§ Task details
When you have gone through the entries below, state how many lines include the word "Mann" and write nothing else.

(Collected data entries)
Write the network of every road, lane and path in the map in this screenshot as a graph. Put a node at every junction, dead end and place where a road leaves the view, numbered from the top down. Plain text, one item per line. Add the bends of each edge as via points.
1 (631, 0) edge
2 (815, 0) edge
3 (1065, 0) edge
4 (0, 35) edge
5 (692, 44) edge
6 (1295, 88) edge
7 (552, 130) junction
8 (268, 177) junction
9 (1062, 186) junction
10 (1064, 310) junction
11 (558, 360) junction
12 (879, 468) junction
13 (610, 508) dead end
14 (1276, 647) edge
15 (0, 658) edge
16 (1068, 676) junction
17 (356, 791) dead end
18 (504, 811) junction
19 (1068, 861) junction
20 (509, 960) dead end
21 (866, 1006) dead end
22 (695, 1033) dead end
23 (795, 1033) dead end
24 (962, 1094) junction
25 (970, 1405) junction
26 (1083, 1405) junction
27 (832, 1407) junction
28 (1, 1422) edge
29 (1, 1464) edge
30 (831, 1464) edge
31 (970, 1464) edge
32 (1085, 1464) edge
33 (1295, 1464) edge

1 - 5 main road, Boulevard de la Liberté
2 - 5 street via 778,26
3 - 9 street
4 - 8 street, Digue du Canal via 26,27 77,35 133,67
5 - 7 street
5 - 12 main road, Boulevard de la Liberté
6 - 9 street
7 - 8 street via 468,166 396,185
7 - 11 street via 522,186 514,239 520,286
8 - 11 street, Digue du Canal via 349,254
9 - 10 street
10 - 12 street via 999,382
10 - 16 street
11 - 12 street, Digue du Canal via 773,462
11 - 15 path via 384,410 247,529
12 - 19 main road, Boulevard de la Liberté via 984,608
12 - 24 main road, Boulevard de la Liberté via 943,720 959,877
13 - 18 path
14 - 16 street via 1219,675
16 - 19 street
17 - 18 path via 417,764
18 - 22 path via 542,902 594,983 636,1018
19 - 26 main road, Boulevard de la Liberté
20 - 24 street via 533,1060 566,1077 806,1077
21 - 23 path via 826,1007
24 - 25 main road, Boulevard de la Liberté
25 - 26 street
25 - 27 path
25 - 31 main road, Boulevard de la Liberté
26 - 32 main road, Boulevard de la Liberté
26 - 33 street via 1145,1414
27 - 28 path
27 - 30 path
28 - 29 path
---
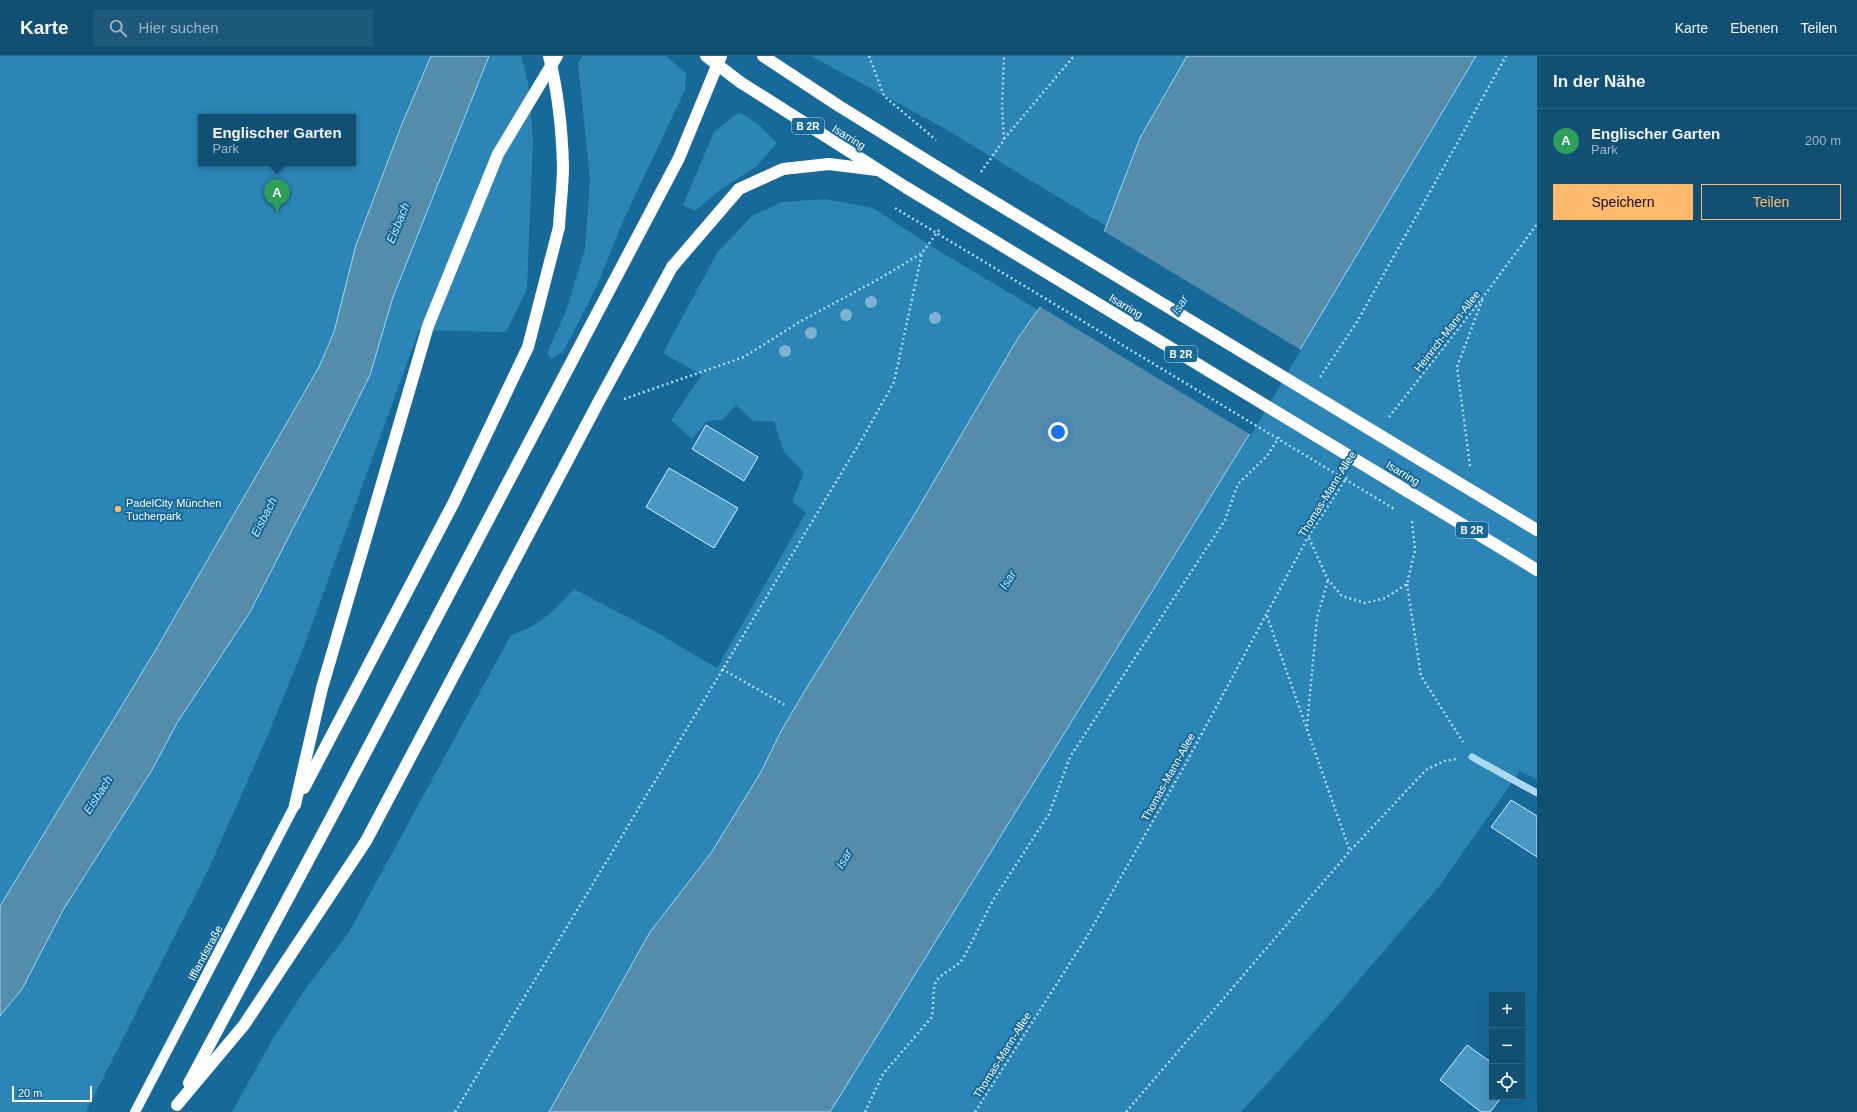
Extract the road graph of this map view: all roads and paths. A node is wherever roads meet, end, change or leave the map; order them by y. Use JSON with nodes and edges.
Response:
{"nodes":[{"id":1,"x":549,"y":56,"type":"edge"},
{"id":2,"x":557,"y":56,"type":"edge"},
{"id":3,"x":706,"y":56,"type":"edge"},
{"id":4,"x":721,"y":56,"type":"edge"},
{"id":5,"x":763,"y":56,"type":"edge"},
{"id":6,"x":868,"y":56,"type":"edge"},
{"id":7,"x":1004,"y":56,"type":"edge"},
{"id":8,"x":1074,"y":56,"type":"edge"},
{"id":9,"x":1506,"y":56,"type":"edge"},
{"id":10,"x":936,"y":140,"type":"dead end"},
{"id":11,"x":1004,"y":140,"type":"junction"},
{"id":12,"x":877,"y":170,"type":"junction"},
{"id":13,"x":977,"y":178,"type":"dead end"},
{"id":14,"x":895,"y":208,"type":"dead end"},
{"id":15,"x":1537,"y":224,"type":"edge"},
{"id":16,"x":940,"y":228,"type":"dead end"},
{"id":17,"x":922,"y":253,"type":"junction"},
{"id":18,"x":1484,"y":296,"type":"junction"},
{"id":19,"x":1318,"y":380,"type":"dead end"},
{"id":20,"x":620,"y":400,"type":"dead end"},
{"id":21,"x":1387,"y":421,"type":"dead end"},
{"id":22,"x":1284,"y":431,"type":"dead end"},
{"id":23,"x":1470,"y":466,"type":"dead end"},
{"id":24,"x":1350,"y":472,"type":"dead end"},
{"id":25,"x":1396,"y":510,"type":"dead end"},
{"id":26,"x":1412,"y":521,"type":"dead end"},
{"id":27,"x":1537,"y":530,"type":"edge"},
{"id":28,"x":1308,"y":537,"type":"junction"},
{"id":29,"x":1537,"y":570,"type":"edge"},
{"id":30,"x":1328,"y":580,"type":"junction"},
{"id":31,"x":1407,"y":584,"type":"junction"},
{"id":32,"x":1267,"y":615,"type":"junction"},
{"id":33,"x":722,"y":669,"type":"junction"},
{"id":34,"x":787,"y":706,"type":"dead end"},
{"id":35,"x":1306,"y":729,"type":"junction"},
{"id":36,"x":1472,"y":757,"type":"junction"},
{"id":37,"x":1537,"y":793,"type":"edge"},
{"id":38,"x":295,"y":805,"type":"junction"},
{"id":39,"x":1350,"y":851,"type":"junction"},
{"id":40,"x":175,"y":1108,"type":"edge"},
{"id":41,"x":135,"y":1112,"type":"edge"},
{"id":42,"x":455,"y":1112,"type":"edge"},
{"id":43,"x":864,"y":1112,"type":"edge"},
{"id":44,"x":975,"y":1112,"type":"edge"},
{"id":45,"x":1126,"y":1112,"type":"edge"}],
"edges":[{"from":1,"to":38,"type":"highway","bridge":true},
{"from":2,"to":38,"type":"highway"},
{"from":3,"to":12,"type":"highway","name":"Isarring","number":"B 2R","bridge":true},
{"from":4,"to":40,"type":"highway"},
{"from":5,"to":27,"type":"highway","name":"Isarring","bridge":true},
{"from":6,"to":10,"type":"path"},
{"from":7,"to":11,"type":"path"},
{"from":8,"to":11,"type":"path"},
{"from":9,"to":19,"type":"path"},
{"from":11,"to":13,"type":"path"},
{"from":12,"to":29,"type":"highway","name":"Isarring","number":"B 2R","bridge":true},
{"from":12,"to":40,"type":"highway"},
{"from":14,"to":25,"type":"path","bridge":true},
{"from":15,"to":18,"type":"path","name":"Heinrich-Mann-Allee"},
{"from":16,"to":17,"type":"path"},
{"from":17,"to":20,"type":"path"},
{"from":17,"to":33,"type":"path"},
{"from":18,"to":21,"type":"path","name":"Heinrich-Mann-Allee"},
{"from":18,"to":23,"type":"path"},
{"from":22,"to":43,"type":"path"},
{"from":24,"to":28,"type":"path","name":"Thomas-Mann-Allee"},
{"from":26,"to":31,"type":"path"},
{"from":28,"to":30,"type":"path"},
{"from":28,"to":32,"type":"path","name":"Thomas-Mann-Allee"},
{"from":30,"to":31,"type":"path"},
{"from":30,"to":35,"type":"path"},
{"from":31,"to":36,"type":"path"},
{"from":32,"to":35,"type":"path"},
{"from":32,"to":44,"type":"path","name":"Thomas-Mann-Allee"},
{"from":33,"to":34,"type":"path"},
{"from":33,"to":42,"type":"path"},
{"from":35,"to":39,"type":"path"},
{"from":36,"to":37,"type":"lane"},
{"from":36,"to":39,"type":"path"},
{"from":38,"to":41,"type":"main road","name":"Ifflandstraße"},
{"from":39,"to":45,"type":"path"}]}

§ Answer to the problem
5